Como se diagnostica:Não tem de ter todos os sintomas, mas se pelo menos ressona e faz pausas na respiração ou tem muito sono durante o dia, devia investigar.

 

O que se pode fazer?Os estudos do sono são muito utilizados para diagnosticar a apneia do sono e há muitos tratamentos eficazes, como uma máquina de PAP (pressão positiva da via aérea).

 

Síndrome das pernas inquietas (SPI) ou “doença de Willis-Eckbom”

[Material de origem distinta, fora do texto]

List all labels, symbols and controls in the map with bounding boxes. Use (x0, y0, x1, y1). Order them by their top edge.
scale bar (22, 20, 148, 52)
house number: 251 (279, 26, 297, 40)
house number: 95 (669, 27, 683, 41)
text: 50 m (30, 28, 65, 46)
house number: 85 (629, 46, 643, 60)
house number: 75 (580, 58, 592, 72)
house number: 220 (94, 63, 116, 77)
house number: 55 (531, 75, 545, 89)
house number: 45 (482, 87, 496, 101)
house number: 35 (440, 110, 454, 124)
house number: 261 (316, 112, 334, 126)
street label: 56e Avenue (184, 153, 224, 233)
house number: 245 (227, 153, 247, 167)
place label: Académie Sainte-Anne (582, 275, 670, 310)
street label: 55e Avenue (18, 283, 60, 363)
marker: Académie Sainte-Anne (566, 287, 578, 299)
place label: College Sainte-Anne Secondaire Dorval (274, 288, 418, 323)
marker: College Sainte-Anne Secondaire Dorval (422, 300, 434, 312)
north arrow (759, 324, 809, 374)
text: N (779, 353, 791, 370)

Sinais comuns:Uma vontade irresistível de mexer os braços ou as pernas, não tem de ser só as pernas!

 

O que pode sentir:Como se tivesse agulhas, sensação de formigueiro ou comichão. O SPI piora à noite ou quando se está sentado ou deitado na cama. A sensação não costuma estar presente durante o dia. Adormecer pode ser um desafio.

 

Como se diagnostica:É mais frequente em mulheres, sobretudo durante a gravidez e no período de perimenopausa. Também pode ser genético e alguns medicamentos podem provocar SPI.

 

O que se pode fazer?As pessoas com SPI normalmente têm de se levantar, mexer-se e esticar-se para sentir alívio, mas há uma relação entre o SPI e a falta de ferro. Como muitas mulheres tendem a ter falta de ferro devido ao período menstrual, isso é algo a analisar depois do diagnóstico de SPI.

 

Dia 13 Tarefa: Avalie o seu diário do sono

O seu diário do sono já deve ter muitas informações. O que significa isso tudo?

 

“Há dois tipos de informação principais que tem de ter em conta quando olha para o seu diário do sono”, afirma a Dra. Harris. “Em primeiro lugar, quão consolidado foi o seu sono. Isso significa quanto tempo passou fisicamente na cama e quanto desse tempo foi passado a dormir. O objetivo é passar 85% ou mais do tempo que passa na cama a dormir, pelo menos 5 noites por semana, o que nos permite ter noites em que não dormimos tão bem. Depois, a seguinte coisa em que pensar é a qualidade do sono. Ficou satisfeito(a) com a maioria do sono que escreveu no seu diário? Se a resposta for sim, mantenha o que tem estado a fazer, porque funciona.”

 

Se não está a dormir suficientemente bem, então é aí que os dados que foi apontando no diário podem melhorar a situação. “Procure padrões no seu diário nos quais não reparou de outra forma. Por exemplo, no dia em que tomou café às 16h00, demorou mais tempo a adormecer. Se assim for, certifique-se de que deixa de tomar bebidas com cafeína mais cedo do que isso. No dia em que dormiu a sesta acabou por se deitar mais tarde? Outro fator pode ser a hora a que se levanta; se não foram constante, será que isso afetou o seu sono durante a noite?”

 

E não se trata apenas de se focar no negativo, procure também as coisas que o(a) ajudaram a desfrutar de uma boa noite de sono. Se fazer exercício ligeiramente mais tarde, em vez de logo de manhã, teve como resultado uma noite mais descansada, introduza esse elemento na sua rotina. Se tomar um banho quente umas horas antes de se deitar ajudou a que adormecesse mais rapidamente, então volte a fazê-lo.

 

E a boa notícia é que se as alterações funcionarem, pode deixar de apontar os seus dados sobre o sono, porque desfrutar de um sono reparador vai tornar-se instintivo e habitual. Mas se não tiverem impacto na qualidade e na quantidade do seu sono e quiser investigar mais a fundo, tem à sua disposição muitas informações que um médico do sono vai querer saber.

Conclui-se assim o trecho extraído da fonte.